If you need to convert an integer to a float, add 0.0 to it.
NSLog(#"CEIL %f",ceil(2/3));
should return 1. However, it shows:
CEIL 0.000000
Why and how to fix that problem? I use ceil([myNSArray count]/3) and it returns 0 when array count is 2.
The same rules as C apply: 2 and 3 are ints, so 2/3 is an integer divide. Integer division truncates so 2/3 produces the integer 0. That integer 0 will then be cast to a double precision float for the call to ceil, but ceil(0) is 0.
Changing the code to:
NSLog(#"CEIL %f",ceil(2.0/3.0));
Will display the result you're expecting. Adding the decimal point causes the constants to be recognised as double precision floating point numbers (and 2.0f is how you'd type a single precision floating point number).
Maudicus' solution works because (float)2/3 casts the integer 2 to a float and C's promotion rules mean that it'll promote the denominator to floating point in order to divide a floating point number by an integer, giving a floating point result.
So, your current statement ceil([myNSArray count]/3) should be changed to either:
([myNSArray count] + 2)/3 // no floating point involved
Or:
ceil((float)[myNSArray count]/3) // arguably more explicit
2/3 evaluates to 0 unless you cast it to a float.
So, you have to be careful with your values being turned to int's before you want.

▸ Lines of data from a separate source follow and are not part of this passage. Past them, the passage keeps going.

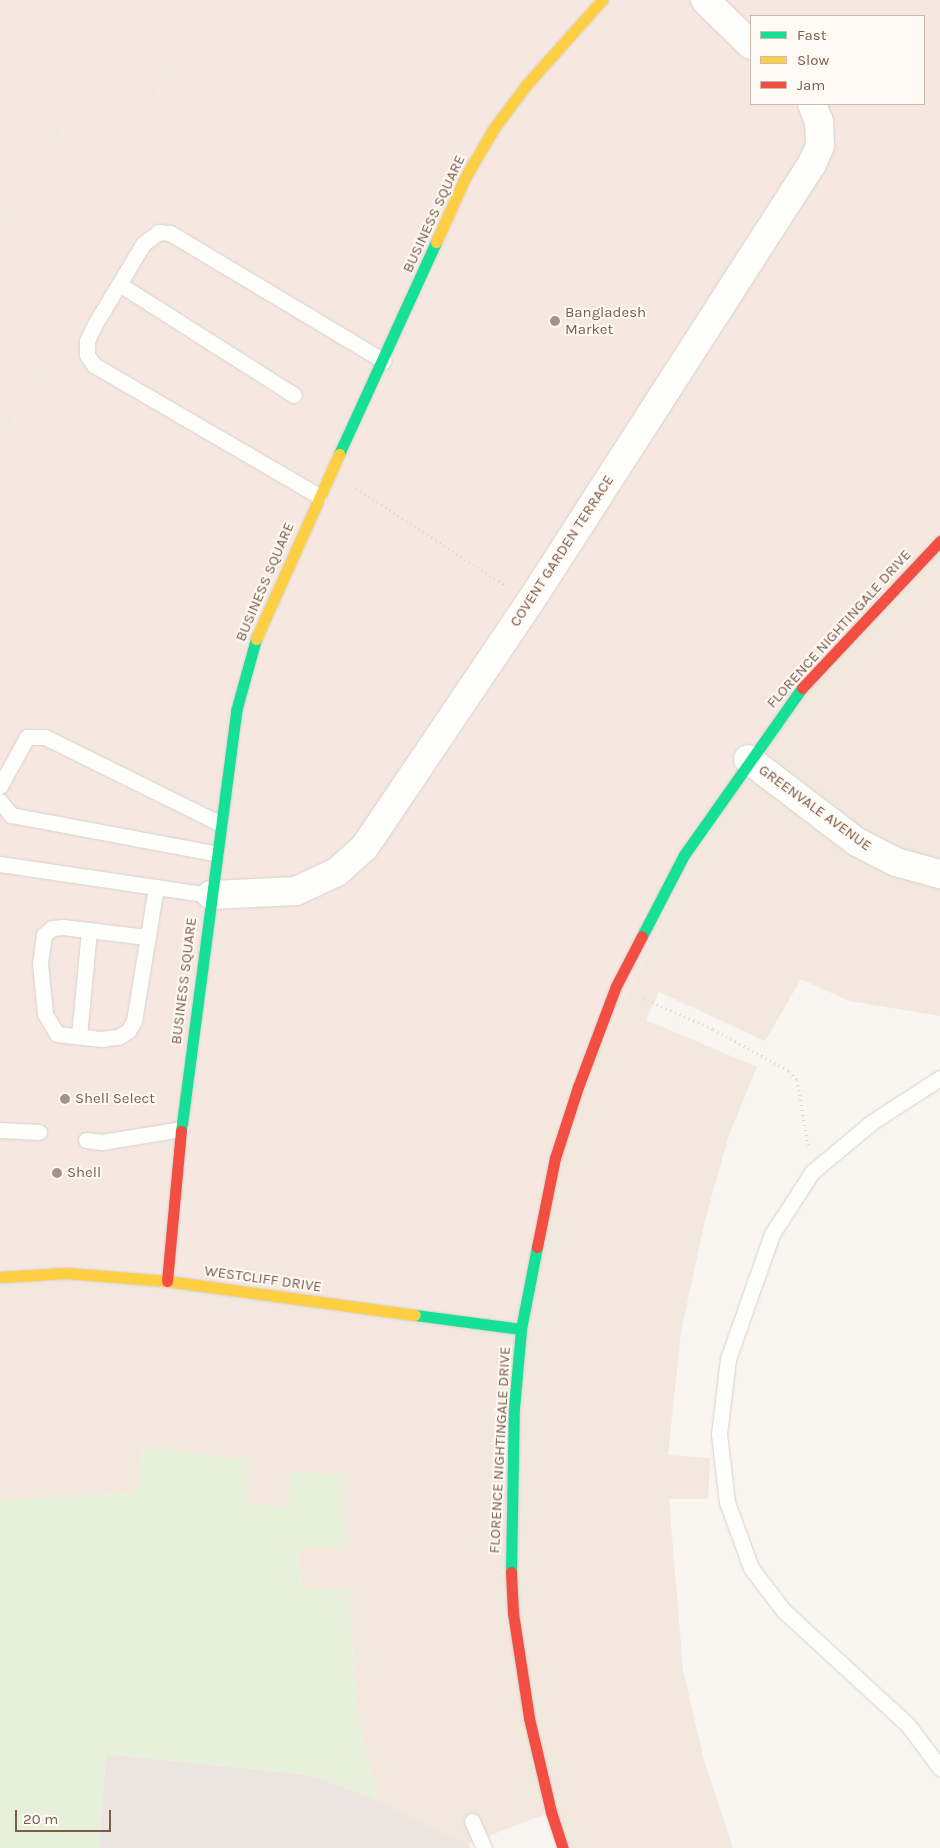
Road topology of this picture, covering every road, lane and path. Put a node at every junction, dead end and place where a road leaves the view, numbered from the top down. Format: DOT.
graph roads {
  1 [pos="602,0"];
  2 [pos="705,0"];
  3 [pos="750,44"];
  4 [pos="812,105"];
  5 [pos="119,284"];
  6 [pos="384,361"];
  7 [pos="294,395"];
  8 [pos="331,471"];
  9 [pos="318,496"];
  10 [pos="940,541"];
  11 [pos="491,576"];
  12 [pos="748,759"];
  13 [pos="0,786"];
  14 [pos="0,801"];
  15 [pos="219,823"];
  16 [pos="215,853"];
  17 [pos="0,864"];
  18 [pos="940,874"];
  19 [pos="156,887"];
  20 [pos="210,894"];
  21 [pos="89,930"];
  22 [pos="147,937"];
  23 [pos="616,986"];
  24 [pos="79,1036"];
  25 [pos="940,1078"];
  26 [pos="181,1129"];
  27 [pos="0,1130"];
  28 [pos="39,1132"];
  29 [pos="86,1140"];
  30 [pos="812,1172"];
  31 [pos="0,1277"];
  32 [pos="167,1281"];
  33 [pos="521,1329"];
  34 [pos="940,1768"];
  35 [pos="472,1821"];
  36 [pos="484,1848"];
  37 [pos="563,1848"];
  1 -- 6 [label="street, BUSINESS SQUARE"];
  2 -- 3 [label="street"];
  4 -- 20 [label="street, COVENT GARDEN TERRACE"];
  5 -- 6 [label="lane"];
  5 -- 7 [label="lane"];
  5 -- 9 [label="lane"];
  6 -- 8 [label="street, BUSINESS SQUARE"];
  8 -- 9 [label="street, BUSINESS SQUARE"];
  8 -- 11 [label="path"];
  9 -- 15 [label="street, BUSINESS SQUARE"];
  10 -- 12 [label="street, FLORENCE NIGHTINGALE DRIVE"];
  12 -- 18 [label="street, GREENVALE AVENUE"];
  12 -- 23 [label="street, FLORENCE NIGHTINGALE DRIVE"];
  13 -- 15 [label="lane"];
  14 -- 16 [label="lane"];
  15 -- 16 [label="street, BUSINESS SQUARE"];
  16 -- 20 [label="street, BUSINESS SQUARE"];
  17 -- 19 [label="lane"];
  19 -- 20 [label="lane"];
  19 -- 22 [label="lane"];
  20 -- 26 [label="street, BUSINESS SQUARE"];
  21 -- 22 [label="lane"];
  21 -- 24 [label="lane"];
  21 -- 24 [label="lane"];
  22 -- 24 [label="lane"];
  23 -- 30 [label="path"];
  23 -- 33 [label="street, FLORENCE NIGHTINGALE DRIVE"];
  25 -- 30 [label="lane"];
  26 -- 29 [label="lane"];
  26 -- 32 [label="street, BUSINESS SQUARE"];
  27 -- 28 [label="lane"];
  30 -- 34 [label="lane"];
  31 -- 32 [label="street, WESTCLIFF DRIVE"];
  32 -- 33 [label="street, WESTCLIFF DRIVE"];
  33 -- 37 [label="street, FLORENCE NIGHTINGALE DRIVE"];
  35 -- 36 [label="lane"];
}
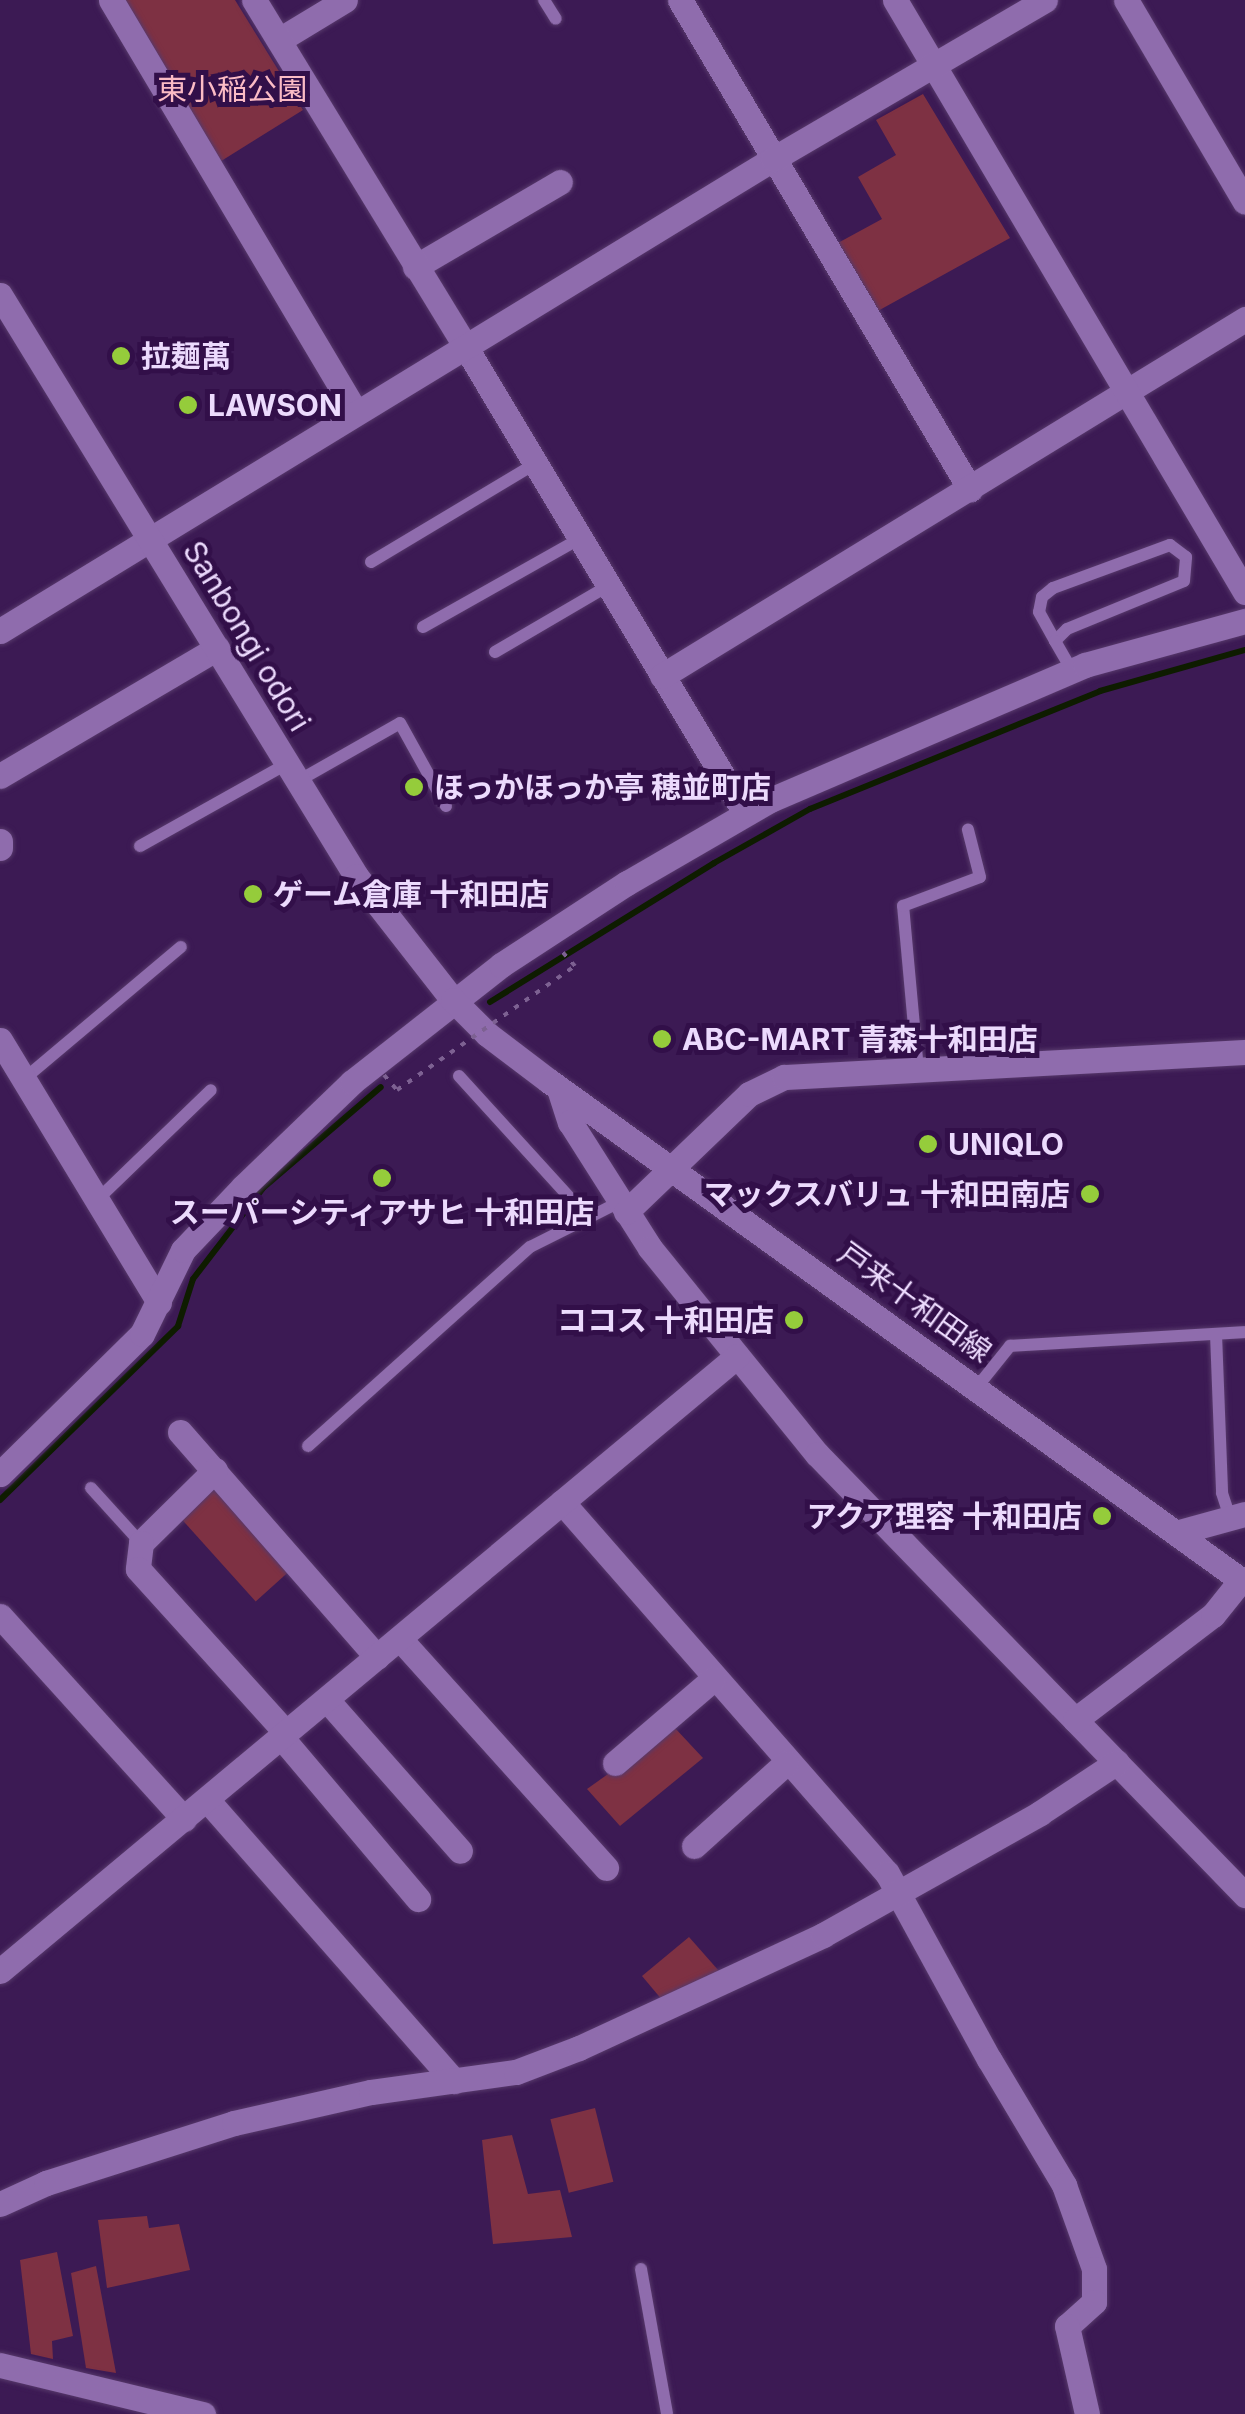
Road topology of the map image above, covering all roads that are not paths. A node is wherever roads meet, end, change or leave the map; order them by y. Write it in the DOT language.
graph roads {
  1 [pos="112,0"];
  2 [pos="254,0"];
  3 [pos="345,0"];
  4 [pos="544,0"];
  5 [pos="680,0"];
  6 [pos="895,0"];
  7 [pos="1045,0"];
  8 [pos="1126,0"];
  9 [pos="556,19"];
  10 [pos="279,40"];
  11 [pos="934,67"];
  12 [pos="774,159"];
  13 [pos="560,182"];
  14 [pos="1245,202"];
  15 [pos="415,266"];
  16 [pos="0,297"];
  17 [pos="1245,319"];
  18 [pos="465,346"];
  19 [pos="1125,393"];
  20 [pos="356,413"];
  21 [pos="535,464"];
  22 [pos="970,489"];
  23 [pos="150,538"];
  24 [pos="580,539"];
  25 [pos="371,562"];
  26 [pos="608,586"];
  27 [pos="1245,592"];
  28 [pos="1245,622"];
  29 [pos="422,627"];
  30 [pos="0,631"];
  31 [pos="1056,642"];
  32 [pos="217,648"];
  33 [pos="495,652"];
  34 [pos="1072,670"];
  35 [pos="662,676"];
  36 [pos="292,772"];
  37 [pos="0,776"];
  38 [pos="446,806"];
  39 [pos="745,812"];
  40 [pos="968,830"];
  41 [pos="140,846"];
  42 [pos="181,947"];
  43 [pos="453,1000"];
  44 [pos="3,1050"];
  45 [pos="1245,1052"];
  46 [pos="918,1070"];
  47 [pos="459,1076"];
  48 [pos="24,1079"];
  49 [pos="560,1089"];
  50 [pos="212,1090"];
  51 [pos="670,1166"];
  52 [pos="97,1200"];
  53 [pos="623,1207"];
  54 [pos="588,1218"];
  55 [pos="159,1303"];
  56 [pos="1245,1332"];
  57 [pos="1216,1334"];
  58 [pos="737,1356"];
  59 [pos="977,1387"];
  60 [pos="180,1432"];
  61 [pos="308,1446"];
  62 [pos="215,1470"];
  63 [pos="0,1474"];
  64 [pos="91,1488"];
  65 [pos="562,1502"];
  66 [pos="1237,1516"];
  67 [pos="1179,1532"];
  68 [pos="141,1543"];
  69 [pos="1243,1581"];
  70 [pos="0,1616"];
  71 [pos="400,1639"];
  72 [pos="377,1658"];
  73 [pos="713,1678"];
  74 [pos="327,1700"];
  75 [pos="1075,1720"];
  76 [pos="284,1736"];
  77 [pos="786,1762"];
  78 [pos="1118,1762"];
  79 [pos="615,1763"];
  80 [pos="208,1801"];
  81 [pos="184,1819"];
  82 [pos="694,1846"];
  83 [pos="460,1852"];
  84 [pos="606,1868"];
  85 [pos="899,1894"];
  86 [pos="1245,1895"];
  87 [pos="418,1899"];
  88 [pos="0,1971"];
  89 [pos="454,2081"];
  90 [pos="0,2204"];
  91 [pos="641,2269"];
  92 [pos="0,2364"];
  93 [pos="203,2414"];
  94 [pos="668,2414"];
  95 [pos="1087,2414"];
  1 -- 20 [label="street"];
  2 -- 10 [label="street"];
  3 -- 10 [label="street"];
  4 -- 9 [label="lane"];
  5 -- 12 [label="street"];
  6 -- 11 [label="street"];
  7 -- 11 [label="street"];
  8 -- 14 [label="street"];
  10 -- 15 [label="street"];
  11 -- 12 [label="street"];
  11 -- 19 [label="street"];
  12 -- 18 [label="street"];
  12 -- 22 [label="street"];
  13 -- 15 [label="street"];
  15 -- 18 [label="street"];
  16 -- 23 [label="street, Sanbongi odori"];
  17 -- 19 [label="street"];
  18 -- 20 [label="street"];
  18 -- 21 [label="street"];
  19 -- 22 [label="street"];
  19 -- 27 [label="street"];
  20 -- 23 [label="street"];
  21 -- 24 [label="street"];
  21 -- 25 [label="lane"];
  22 -- 35 [label="street"];
  23 -- 30 [label="street"];
  23 -- 32 [label="street, Sanbongi odori"];
  24 -- 26 [label="street"];
  24 -- 29 [label="lane"];
  26 -- 33 [label="lane"];
  26 -- 35 [label="street"];
  28 -- 34 [label="street"];
  31 -- 31 [label="lane"];
  31 -- 34 [label="lane"];
  32 -- 36 [label="street, Sanbongi odori"];
  32 -- 37 [label="street"];
  34 -- 39 [label="street"];
  35 -- 39 [label="street"];
  36 -- 38 [label="lane"];
  36 -- 41 [label="lane"];
  36 -- 43 [label="street, Sanbongi odori"];
  39 -- 43 [label="street"];
  40 -- 46 [label="lane"];
  42 -- 48 [label="lane"];
  43 -- 49 [label="street, 戸来十和田線"];
  43 -- 55 [label="street"];
  44 -- 48 [label="street"];
  45 -- 46 [label="street"];
  46 -- 51 [label="street"];
  47 -- 54 [label="lane"];
  48 -- 52 [label="street"];
  49 -- 51 [label="street, 戸来十和田線"];
  49 -- 53 [label="street"];
  50 -- 52 [label="lane"];
  51 -- 53 [label="street"];
  51 -- 59 [label="street, 戸来十和田線"];
  52 -- 55 [label="street"];
  53 -- 54 [label="lane"];
  53 -- 58 [label="street"];
  54 -- 61 [label="lane"];
  55 -- 63 [label="street"];
  56 -- 57 [label="lane"];
  57 -- 59 [label="lane"];
  57 -- 66 [label="lane"];
  58 -- 65 [label="street"];
  58 -- 75 [label="street"];
  59 -- 67 [label="street, 戸来十和田線"];
  60 -- 62 [label="street"];
  62 -- 68 [label="street"];
  62 -- 72 [label="street"];
  64 -- 68 [label="lane"];
  65 -- 71 [label="street"];
  65 -- 73 [label="street"];
  66 -- 67 [label="street"];
  67 -- 69 [label="street, 戸来十和田線"];
  68 -- 76 [label="street"];
  69 -- 75 [label="street"];
  70 -- 81 [label="street"];
  71 -- 72 [label="street"];
  71 -- 84 [label="street"];
  72 -- 74 [label="street"];
  73 -- 77 [label="street"];
  73 -- 79 [label="street"];
  74 -- 76 [label="street"];
  74 -- 83 [label="street"];
  75 -- 78 [label="street"];
  76 -- 80 [label="street"];
  76 -- 87 [label="street"];
  77 -- 82 [label="street"];
  77 -- 85 [label="street"];
  78 -- 85 [label="street"];
  78 -- 86 [label="street"];
  80 -- 81 [label="street"];
  80 -- 89 [label="street"];
  81 -- 88 [label="street"];
  85 -- 89 [label="street"];
  85 -- 95 [label="street"];
  89 -- 90 [label="street"];
  91 -- 94 [label="lane"];
  92 -- 93 [label="street"];
}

float decValue = (float) 2/3;
NSLog(#"CEIL %f",ceil(decValue));
==>
CEIL 1.000000
For you array example
float decValue = (float) [myNSArray count]/3;
NSLog(#"CEIL %f",ceil(decValue));
It probably evaluates 2 and 3 as integers (as they are, obviously), evaluates the result (which is 0), and then converts it to float or double (which is also 0.00000). The easiest way to fix it is to type either 2.0f/3, 2/3.0f, or 2.0f/3.0f, (or without "f" if you wish, whatever you like more ;) ).
Hope it helps